━━━━━ WORKING DATA ━━━━━

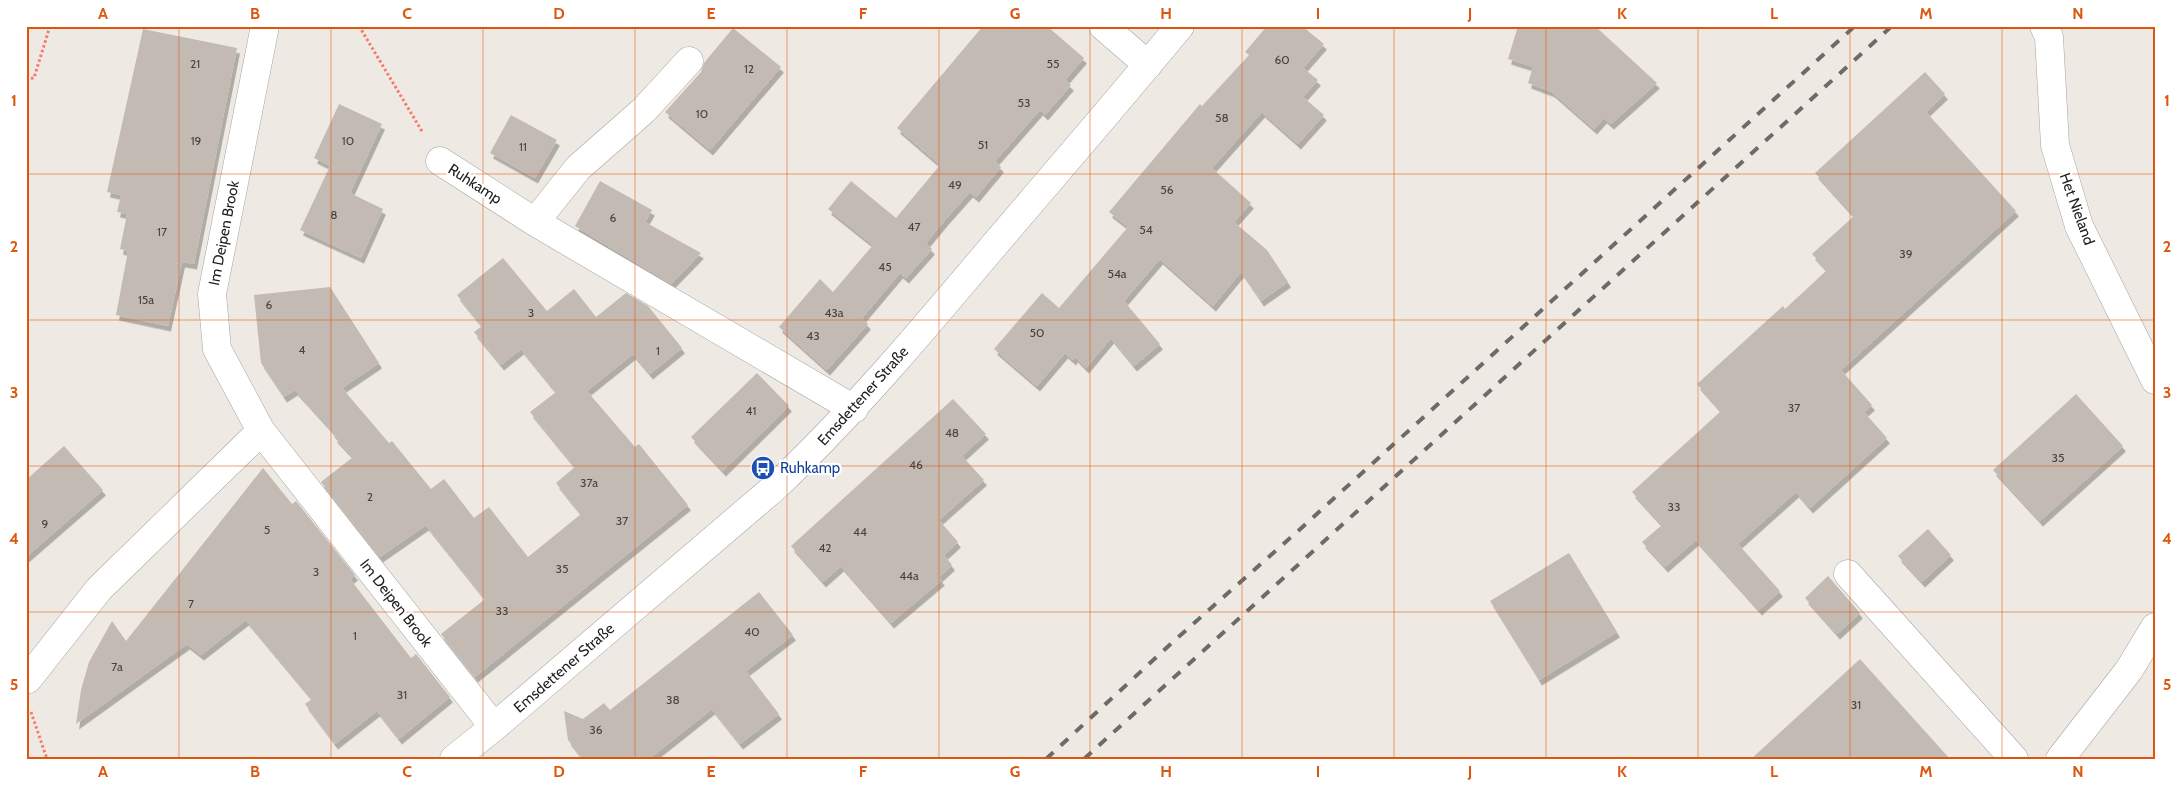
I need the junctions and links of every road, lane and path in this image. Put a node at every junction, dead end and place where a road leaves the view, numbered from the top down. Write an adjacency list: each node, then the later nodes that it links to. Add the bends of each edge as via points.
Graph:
1 (50, 26): 9 (path, via 34,78)
2 (265, 26): 14 (street, Im Deipen Brook, via 212,294 217,348)
3 (359, 26): 10 (path)
4 (1103, 26): 8 (street)
5 (1180, 26): 8 (street, Emsdettener Straße)
6 (2044, 26): 12 (street, Het Nieland, via 2049,37 2055,145 2079,226)
7 (689, 61): 11 (street, via 644,110 578,168)
8 (1148, 65): 13 (street, Emsdettener Straße)
9 (26, 79)
10 (440, 161): 11 (street, Ruhkamp)
11 (536, 222): 13 (street, Ruhkamp)
12 (2155, 380)
13 (854, 409): 18 (street, Emsdettener Straße, via 775,487)
14 (260, 431): 17 (street, via 99,588); 18 (street, Im Deipen Brook)
15 (1848, 574): 21 (street)
16 (2155, 627): 22 (street, via 2129,670)
17 (28, 679): 19 (path, via 30,710 46,756)
18 (494, 728): 20 (street, Emsdettener Straße)
19 (42, 759)
20 (454, 759)
21 (2014, 759)
22 (2060, 759)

━━━━━

§ REQUIRED ACTION
Write out again every line above exactly as given; the pictures do not belong in the copy.

§ EXERCISE SOLUTION
I need the junctions and links of every road, lane and path in this image. Put a node at every junction, dead end and place where a road leaves the view, numbered from the top down. Write an adjacency list: each node, then the later nodes that it links to. Add the bends of each edge as via points.
Graph:
1 (50, 26): 9 (path, via 34,78)
2 (265, 26): 14 (street, Im Deipen Brook, via 212,294 217,348)
3 (359, 26): 10 (path)
4 (1103, 26): 8 (street)
5 (1180, 26): 8 (street, Emsdettener Straße)
6 (2044, 26): 12 (street, Het Nieland, via 2049,37 2055,145 2079,226)
7 (689, 61): 11 (street, via 644,110 578,168)
8 (1148, 65): 13 (street, Emsdettener Straße)
9 (26, 79)
10 (440, 161): 11 (street, Ruhkamp)
11 (536, 222): 13 (street, Ruhkamp)
12 (2155, 380)
13 (854, 409): 18 (street, Emsdettener Straße, via 775,487)
14 (260, 431): 17 (street, via 99,588); 18 (street, Im Deipen Brook)
15 (1848, 574): 21 (street)
16 (2155, 627): 22 (street, via 2129,670)
17 (28, 679): 19 (path, via 30,710 46,756)
18 (494, 728): 20 (street, Emsdettener Straße)
19 (42, 759)
20 (454, 759)
21 (2014, 759)
22 (2060, 759)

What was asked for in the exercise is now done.